Start of Block

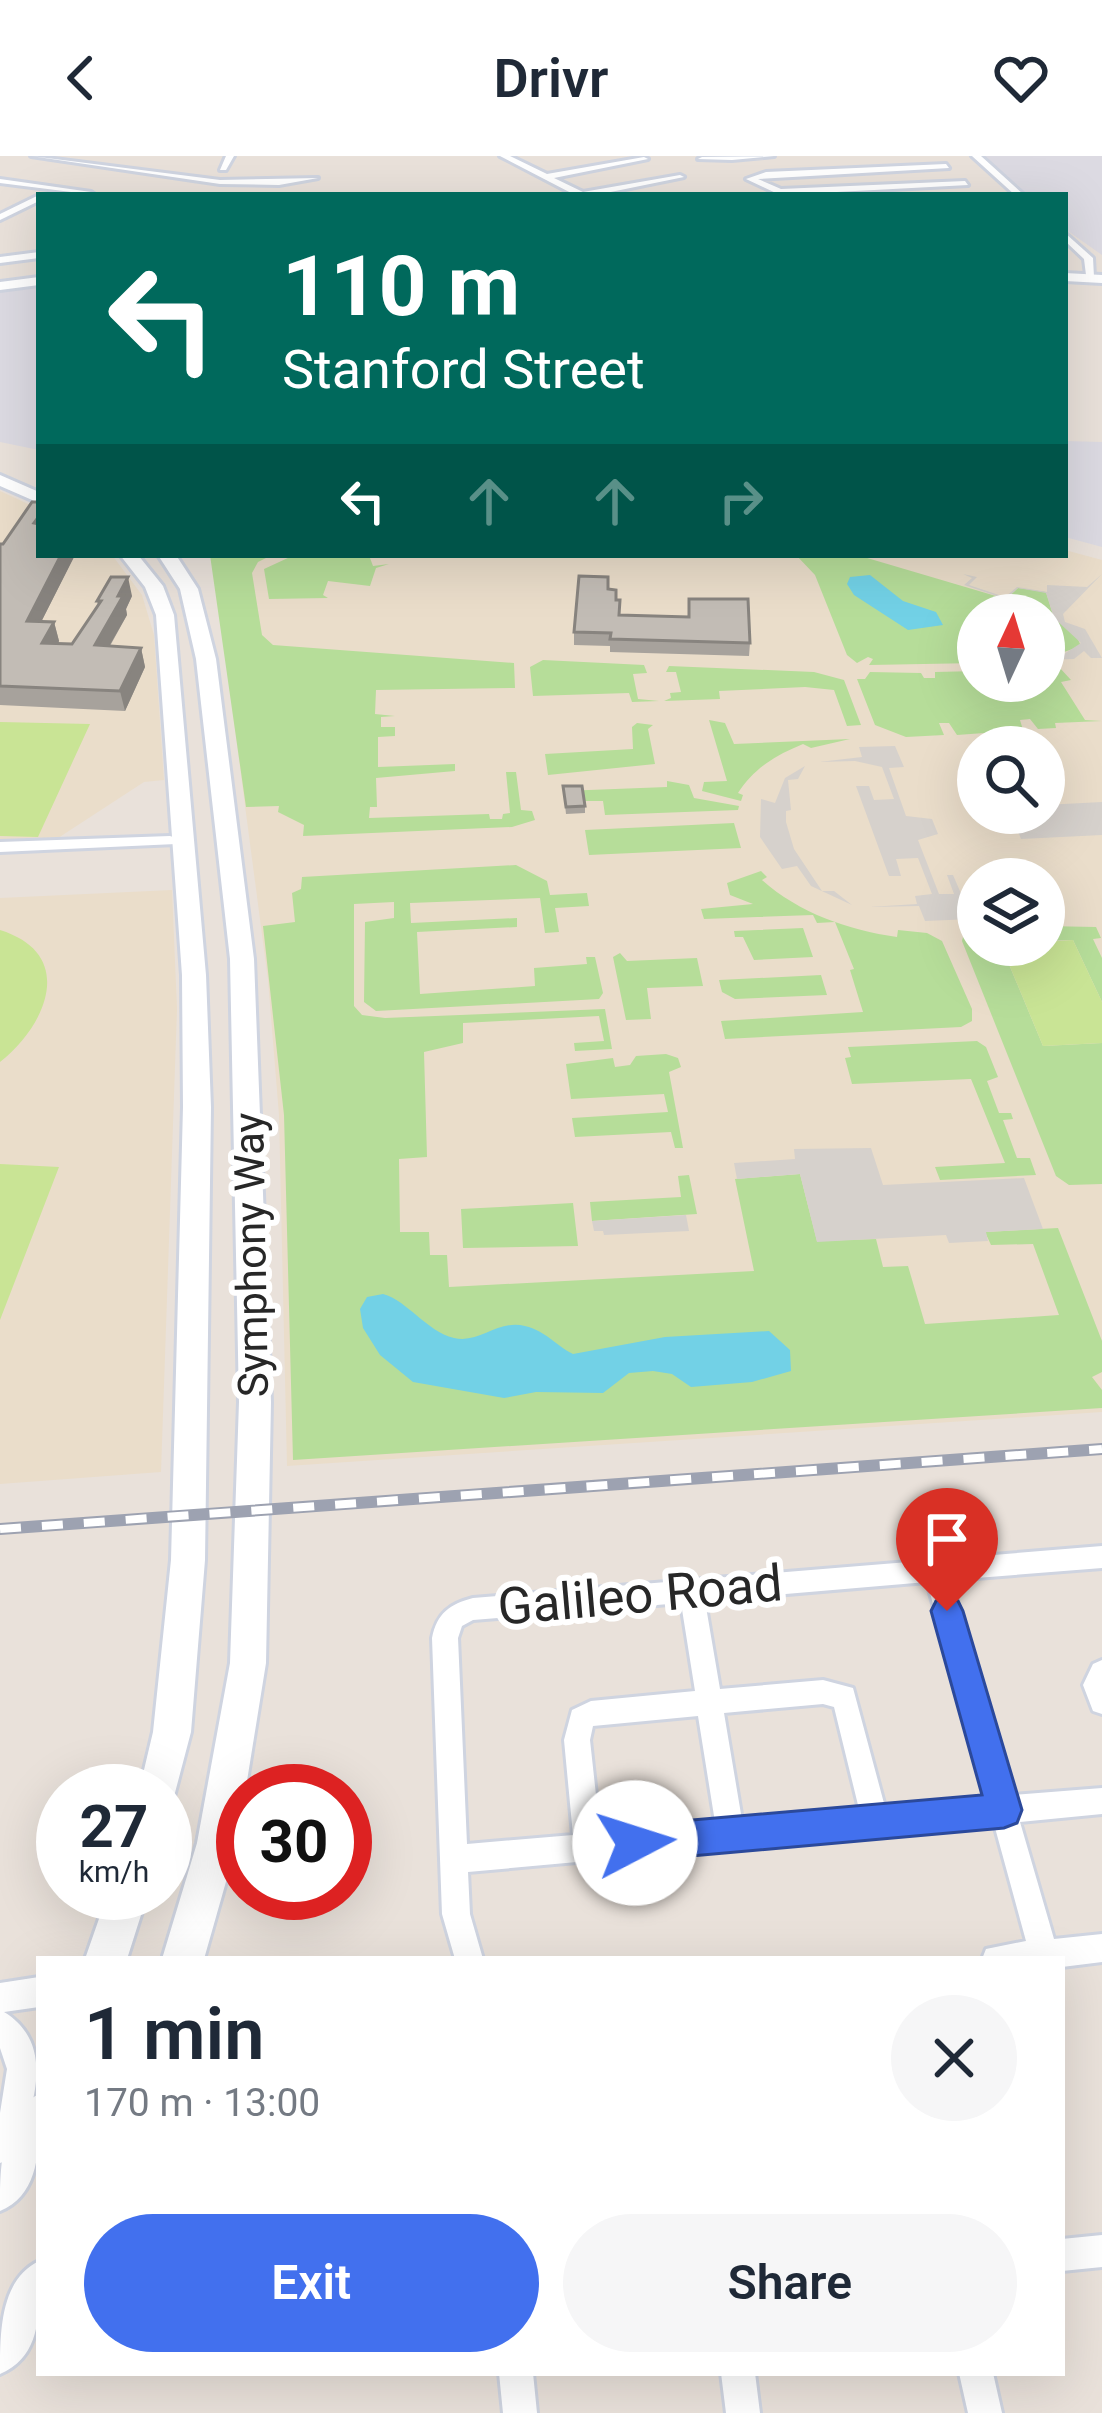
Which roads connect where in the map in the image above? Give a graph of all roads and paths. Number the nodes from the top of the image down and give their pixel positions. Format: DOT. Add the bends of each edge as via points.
graph roads {
  1 [pos="35,156"];
  2 [pos="230,156"];
  3 [pos="526,156"];
  4 [pos="770,156"];
  5 [pos="936,156"];
  6 [pos="976,156"];
  7 [pos="506,157"];
  8 [pos="731,157"];
  9 [pos="151,158"];
  10 [pos="644,159"];
  11 [pos="702,159"];
  12 [pos="67,160"];
  13 [pos="205,166"];
  14 [pos="946,166"];
  15 [pos="223,168"];
  16 [pos="127,169"];
  17 [pos="297,173"];
  18 [pos="545,177"];
  19 [pos="680,177"];
  20 [pos="192,178"];
  21 [pos="314,178"];
  22 [pos="0,180"];
  23 [pos="182,187"];
  24 [pos="56,190"];
  25 [pos="51,192"];
  26 [pos="70,192"];
  27 [pos="576,192"];
  28 [pos="598,192"];
  29 [pos="1017,192"];
  30 [pos="36,199"];
  31 [pos="0,217"];
  32 [pos="1068,240"];
  33 [pos="36,242"];
  34 [pos="36,255"];
  35 [pos="1088,258"];
  36 [pos="5,259"];
  37 [pos="1102,259"];
  38 [pos="1095,278"];
  39 [pos="36,279"];
  40 [pos="0,283"];
  41 [pos="0,459"];
  42 [pos="36,476"];
  43 [pos="0,480"];
  44 [pos="36,497"];
  45 [pos="131,558"];
  46 [pos="169,558"];
  47 [pos="170,841"];
  48 [pos="0,847"];
  49 [pos="1102,1558"];
  50 [pos="936,1571"];
  51 [pos="691,1591"];
  52 [pos="1102,1672"];
  53 [pos="1102,1702"];
  54 [pos="708,1703"];
  55 [pos="164,1764"];
  56 [pos="1102,1801"];
  57 [pos="1004,1810"];
  58 [pos="875,1821"];
  59 [pos="731,1835"];
  60 [pos="587,1847"];
  61 [pos="454,1859"];
  62 [pos="117,1920"];
  63 [pos="1102,1948"];
  64 [pos="105,1950"];
  65 [pos="1044,1954"];
  66 [pos="184,1956"];
  67 [pos="468,1956"];
  68 [pos="1025,1956"];
  69 [pos="36,1992"];
  70 [pos="0,1998"];
  71 [pos="0,2025"];
  72 [pos="36,2122"];
  73 [pos="0,2148"];
  74 [pos="0,2189"];
  75 [pos="1102,2251"];
  76 [pos="1065,2254"];
  77 [pos="36,2289"];
  78 [pos="0,2350"];
  79 [pos="516,2376"];
  80 [pos="738,2376"];
  81 [pos="977,2376"];
  82 [pos="520,2413"];
  83 [pos="743,2413"];
  84 [pos="985,2413"];
  1 -- 12 [label="street"];
  2 -- 15 [label="street"];
  3 -- 7 [label="street"];
  4 -- 8 [label="street"];
  5 -- 14 [label="street"];
  6 -- 29 [label="street"];
  7 -- 18 [label="street"];
  8 -- 11 [label="street"];
  9 -- 16 [label="street"];
  10 -- 18 [label="street"];
  12 -- 16 [label="street"];
  12 -- 22 [label="street"];
  13 -- 15 [label="street"];
  14 -- 14 [label="street" via="760,174 750,179 780,192 968,186"];
  15 -- 17 [label="street"];
  16 -- 20 [label="street"];
  17 -- 20 [label="street" via="279,184"];
  17 -- 21 [label="street"];
  18 -- 27 [label="street"];
  19 -- 28 [label="street"];
  20 -- 23 [label="street"];
  22 -- 24 [label="street"];
  24 -- 25 [label="street"];
  24 -- 26 [label="street"];
  30 -- 31 [label="street"];
  32 -- 35 [label="street"];
  33 -- 36 [label="street"];
  34 -- 36 [label="street"];
  35 -- 37 [label="street"];
  35 -- 38 [label="street"];
  39 -- 40 [label="main road"];
  41 -- 42 [label="main road"];
  43 -- 44 [label="main road"];
  45 -- 55 [label="main road, Symphony Way" via="165,615 196,1027 188,1560"];
  46 -- 66 [label="main road, Symphony Way" via="189,589 206,659 242,959 255,1402 242,1715"];
  47 -- 48 [label="street"];
  49 -- 50 [label="street, Galileo Road"];
  50 -- 51 [label="street, Galileo Road"];
  50 -- 57 [label="street"];
  51 -- 54 [label="street"];
  51 -- 61 [label="street, Galileo Road" via="473,1609 452,1619 445,1638"];
  52 -- 53 [label="street"];
  54 -- 58 [label="street" via="844,1697"];
  54 -- 59 [label="street"];
  54 -- 60 [label="street" via="581,1719"];
  56 -- 57 [label="street"];
  57 -- 58 [label="street"];
  57 -- 65 [label="street"];
  58 -- 59 [label="street"];
  59 -- 60 [label="street"];
  60 -- 61 [label="street"];
  61 -- 67 [label="street, Galileo Road"];
  62 -- 64 [label="main road"];
  63 -- 65 [label="street"];
  65 -- 68 [label="street"];
  69 -- 70 [label="street"];
  71 -- 73 [label="street" via="20,2049 25,2074"];
  72 -- 74 [label="main road"];
  75 -- 76 [label="street"];
  77 -- 78 [label="main road"];
  79 -- 82 [label="street"];
  80 -- 83 [label="street"];
  81 -- 84 [label="street"];
}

End of Block

= EXERCISE INSTRUCTIONS =
Read the listing above, then copy every line that includes the string "Symphony".

= OUTPUT FOR THIS EXERCISE =
  45 -- 55 [label="main road, Symphony Way" via="165,615 196,1027 188,1560"];
  46 -- 66 [label="main road, Symphony Way" via="189,589 206,659 242,959 255,1402 242,1715"];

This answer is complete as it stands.